Au bout de la rue la plus chaotique de la ville se trouve une porte sans enseigne, sans horaires d’ouverture et sans pitié.
Un videur la garde, immobile et impeccable. Pour entrer, il faut une invitation portant un seul mot, mais ce mot à lui seul ne vaut rien. Il faut murmurer le bon mot de passe, quelque chose qui ait du sens pour le videur.
Et, caché parmi la foule pleine d’espoir, se trouve un détective infiltré, qui écoute chaque tentative, déterminé à percer le secret avant tout le monde. À chaque tour, un joueur devient le videur et associe secrètement un mot de passe au mot figurant sur sa carte d’invitation.

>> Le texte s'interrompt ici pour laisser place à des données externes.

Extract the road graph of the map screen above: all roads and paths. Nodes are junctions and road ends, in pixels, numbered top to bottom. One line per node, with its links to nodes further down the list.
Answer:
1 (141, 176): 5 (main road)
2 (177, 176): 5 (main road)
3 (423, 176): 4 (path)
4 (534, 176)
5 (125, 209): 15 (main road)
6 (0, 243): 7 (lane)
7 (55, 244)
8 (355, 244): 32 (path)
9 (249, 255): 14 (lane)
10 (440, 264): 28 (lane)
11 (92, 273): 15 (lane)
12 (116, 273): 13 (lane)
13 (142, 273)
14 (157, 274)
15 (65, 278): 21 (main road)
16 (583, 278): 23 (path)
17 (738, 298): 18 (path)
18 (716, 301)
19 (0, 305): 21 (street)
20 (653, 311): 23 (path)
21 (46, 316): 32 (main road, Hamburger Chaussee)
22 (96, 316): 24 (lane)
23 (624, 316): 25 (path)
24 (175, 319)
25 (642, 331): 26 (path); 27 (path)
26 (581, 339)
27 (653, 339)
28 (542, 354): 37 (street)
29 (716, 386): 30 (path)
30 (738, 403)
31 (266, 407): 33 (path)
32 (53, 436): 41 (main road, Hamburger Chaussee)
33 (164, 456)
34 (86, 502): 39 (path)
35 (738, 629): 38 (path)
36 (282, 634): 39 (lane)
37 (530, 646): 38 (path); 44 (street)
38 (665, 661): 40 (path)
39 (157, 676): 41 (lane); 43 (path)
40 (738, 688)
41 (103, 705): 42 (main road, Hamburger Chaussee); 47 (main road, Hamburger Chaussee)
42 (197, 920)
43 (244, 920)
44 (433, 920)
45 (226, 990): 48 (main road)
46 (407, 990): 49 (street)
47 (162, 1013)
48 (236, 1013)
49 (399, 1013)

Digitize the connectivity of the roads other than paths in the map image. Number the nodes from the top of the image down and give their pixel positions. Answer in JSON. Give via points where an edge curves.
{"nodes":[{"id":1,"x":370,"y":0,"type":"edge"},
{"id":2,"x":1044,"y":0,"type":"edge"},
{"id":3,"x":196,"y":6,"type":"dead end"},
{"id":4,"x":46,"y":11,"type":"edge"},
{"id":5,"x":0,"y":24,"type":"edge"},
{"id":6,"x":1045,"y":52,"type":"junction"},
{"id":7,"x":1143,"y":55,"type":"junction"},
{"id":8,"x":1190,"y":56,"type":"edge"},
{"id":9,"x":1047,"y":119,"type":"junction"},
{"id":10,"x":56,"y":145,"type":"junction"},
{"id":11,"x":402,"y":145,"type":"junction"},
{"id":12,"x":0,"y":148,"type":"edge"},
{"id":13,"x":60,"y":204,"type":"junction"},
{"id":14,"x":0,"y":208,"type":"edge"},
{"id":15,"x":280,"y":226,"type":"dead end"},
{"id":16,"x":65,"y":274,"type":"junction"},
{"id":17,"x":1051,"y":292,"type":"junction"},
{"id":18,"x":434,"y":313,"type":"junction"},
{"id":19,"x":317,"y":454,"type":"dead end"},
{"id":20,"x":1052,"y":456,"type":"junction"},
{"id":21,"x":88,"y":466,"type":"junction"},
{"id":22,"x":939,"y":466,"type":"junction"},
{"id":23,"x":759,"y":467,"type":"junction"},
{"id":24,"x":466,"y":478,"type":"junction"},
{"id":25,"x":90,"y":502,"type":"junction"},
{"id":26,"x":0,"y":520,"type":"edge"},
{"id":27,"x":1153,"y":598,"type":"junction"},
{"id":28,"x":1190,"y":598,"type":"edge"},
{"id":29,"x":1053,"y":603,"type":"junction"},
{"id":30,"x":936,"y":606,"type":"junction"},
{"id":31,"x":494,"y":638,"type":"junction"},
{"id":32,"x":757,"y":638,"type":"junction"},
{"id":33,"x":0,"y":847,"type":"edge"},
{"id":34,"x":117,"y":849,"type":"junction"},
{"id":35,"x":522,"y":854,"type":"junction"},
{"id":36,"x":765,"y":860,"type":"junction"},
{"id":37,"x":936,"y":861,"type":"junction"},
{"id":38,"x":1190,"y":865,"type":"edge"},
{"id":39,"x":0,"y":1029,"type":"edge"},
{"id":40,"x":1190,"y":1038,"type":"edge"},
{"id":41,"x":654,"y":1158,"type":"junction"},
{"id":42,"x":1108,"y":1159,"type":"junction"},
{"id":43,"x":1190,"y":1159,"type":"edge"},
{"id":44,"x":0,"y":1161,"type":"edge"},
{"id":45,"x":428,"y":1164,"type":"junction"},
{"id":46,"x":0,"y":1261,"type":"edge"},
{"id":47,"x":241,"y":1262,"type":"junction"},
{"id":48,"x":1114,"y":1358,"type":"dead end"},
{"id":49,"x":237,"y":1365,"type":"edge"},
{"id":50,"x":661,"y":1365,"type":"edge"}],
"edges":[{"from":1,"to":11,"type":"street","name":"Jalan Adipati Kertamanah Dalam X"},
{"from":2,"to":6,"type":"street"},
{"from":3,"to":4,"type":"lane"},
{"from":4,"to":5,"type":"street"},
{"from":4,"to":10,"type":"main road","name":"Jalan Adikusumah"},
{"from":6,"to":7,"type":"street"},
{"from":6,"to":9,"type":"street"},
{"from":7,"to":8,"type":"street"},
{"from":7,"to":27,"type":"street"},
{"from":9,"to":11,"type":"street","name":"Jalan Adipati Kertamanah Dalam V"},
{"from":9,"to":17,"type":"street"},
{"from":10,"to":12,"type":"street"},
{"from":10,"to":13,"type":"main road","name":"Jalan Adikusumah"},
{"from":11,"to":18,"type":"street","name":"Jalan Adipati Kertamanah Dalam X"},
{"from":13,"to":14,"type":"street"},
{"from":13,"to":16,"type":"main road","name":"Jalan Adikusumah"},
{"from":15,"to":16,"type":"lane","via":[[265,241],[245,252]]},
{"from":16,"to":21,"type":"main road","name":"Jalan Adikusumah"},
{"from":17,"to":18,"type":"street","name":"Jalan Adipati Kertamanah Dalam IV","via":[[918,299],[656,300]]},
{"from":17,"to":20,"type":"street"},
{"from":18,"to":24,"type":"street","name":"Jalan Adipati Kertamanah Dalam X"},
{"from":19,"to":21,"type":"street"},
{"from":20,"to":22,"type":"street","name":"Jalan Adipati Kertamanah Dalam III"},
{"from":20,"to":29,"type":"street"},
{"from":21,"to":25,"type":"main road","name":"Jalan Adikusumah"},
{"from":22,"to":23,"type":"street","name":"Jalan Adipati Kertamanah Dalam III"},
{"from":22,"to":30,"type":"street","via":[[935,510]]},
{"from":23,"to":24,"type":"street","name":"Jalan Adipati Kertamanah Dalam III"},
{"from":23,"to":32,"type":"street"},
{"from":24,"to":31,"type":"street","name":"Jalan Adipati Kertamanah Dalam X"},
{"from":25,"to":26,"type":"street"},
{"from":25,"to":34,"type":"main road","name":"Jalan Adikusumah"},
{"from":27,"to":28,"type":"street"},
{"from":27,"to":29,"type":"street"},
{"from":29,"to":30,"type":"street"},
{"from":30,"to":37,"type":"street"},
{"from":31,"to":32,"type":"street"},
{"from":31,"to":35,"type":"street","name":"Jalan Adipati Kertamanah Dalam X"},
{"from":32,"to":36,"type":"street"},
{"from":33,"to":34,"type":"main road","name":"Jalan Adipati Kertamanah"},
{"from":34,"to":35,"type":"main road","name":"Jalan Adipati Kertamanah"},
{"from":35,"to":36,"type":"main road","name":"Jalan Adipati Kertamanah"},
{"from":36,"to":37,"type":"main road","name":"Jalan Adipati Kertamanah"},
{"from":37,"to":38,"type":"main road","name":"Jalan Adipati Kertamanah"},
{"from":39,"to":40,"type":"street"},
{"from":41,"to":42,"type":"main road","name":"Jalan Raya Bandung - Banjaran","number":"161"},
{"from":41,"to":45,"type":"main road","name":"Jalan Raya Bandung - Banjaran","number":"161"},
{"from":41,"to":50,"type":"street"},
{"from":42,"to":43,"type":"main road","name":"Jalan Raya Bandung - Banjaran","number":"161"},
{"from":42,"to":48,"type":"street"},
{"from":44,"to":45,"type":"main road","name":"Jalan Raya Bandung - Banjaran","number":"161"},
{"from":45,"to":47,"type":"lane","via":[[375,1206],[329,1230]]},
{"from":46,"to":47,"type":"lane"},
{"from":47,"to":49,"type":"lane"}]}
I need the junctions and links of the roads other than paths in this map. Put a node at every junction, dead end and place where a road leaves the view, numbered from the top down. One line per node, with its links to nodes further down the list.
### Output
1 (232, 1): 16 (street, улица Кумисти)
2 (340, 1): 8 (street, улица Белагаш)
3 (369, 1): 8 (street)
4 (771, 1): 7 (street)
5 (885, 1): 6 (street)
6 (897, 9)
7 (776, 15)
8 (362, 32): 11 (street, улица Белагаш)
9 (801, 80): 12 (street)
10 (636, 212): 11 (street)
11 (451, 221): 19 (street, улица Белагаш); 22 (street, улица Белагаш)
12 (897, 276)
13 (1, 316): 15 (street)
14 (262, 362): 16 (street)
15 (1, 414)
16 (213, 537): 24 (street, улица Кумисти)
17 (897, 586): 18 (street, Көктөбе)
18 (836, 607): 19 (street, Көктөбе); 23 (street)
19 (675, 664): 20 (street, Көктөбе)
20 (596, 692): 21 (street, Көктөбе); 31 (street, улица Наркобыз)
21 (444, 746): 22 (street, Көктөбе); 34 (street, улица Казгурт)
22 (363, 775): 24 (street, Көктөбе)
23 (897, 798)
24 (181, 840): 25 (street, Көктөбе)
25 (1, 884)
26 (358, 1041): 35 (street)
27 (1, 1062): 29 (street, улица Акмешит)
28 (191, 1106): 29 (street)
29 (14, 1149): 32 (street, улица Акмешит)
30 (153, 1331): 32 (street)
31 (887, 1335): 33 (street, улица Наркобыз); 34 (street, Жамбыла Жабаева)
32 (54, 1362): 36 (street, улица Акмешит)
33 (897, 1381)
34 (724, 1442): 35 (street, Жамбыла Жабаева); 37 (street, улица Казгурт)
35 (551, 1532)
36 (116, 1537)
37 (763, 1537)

Les autres joueurs se répartissent entre les clients, qui peuvent voir le mot et énoncer leurs propositions à tour de rôle, et un seul détective, qui ne peut pas voir le mot du tout et doit le reconstituer uniquement à partir de la façon dont le videur réagit à chaque proposition.
Après chaque tentative infructueuse, le videur indique à quel point la proposition était proche sur une échelle de cinq niveaux : proche mais pas tout à fait, ou très loin.
Les clients utilisent ces indications pour se rapprocher du mot de passe, tandis que le détective élabore discrètement une théorie sur le mot caché lui-même, qu’il teste à des moments clés tout au long du tour.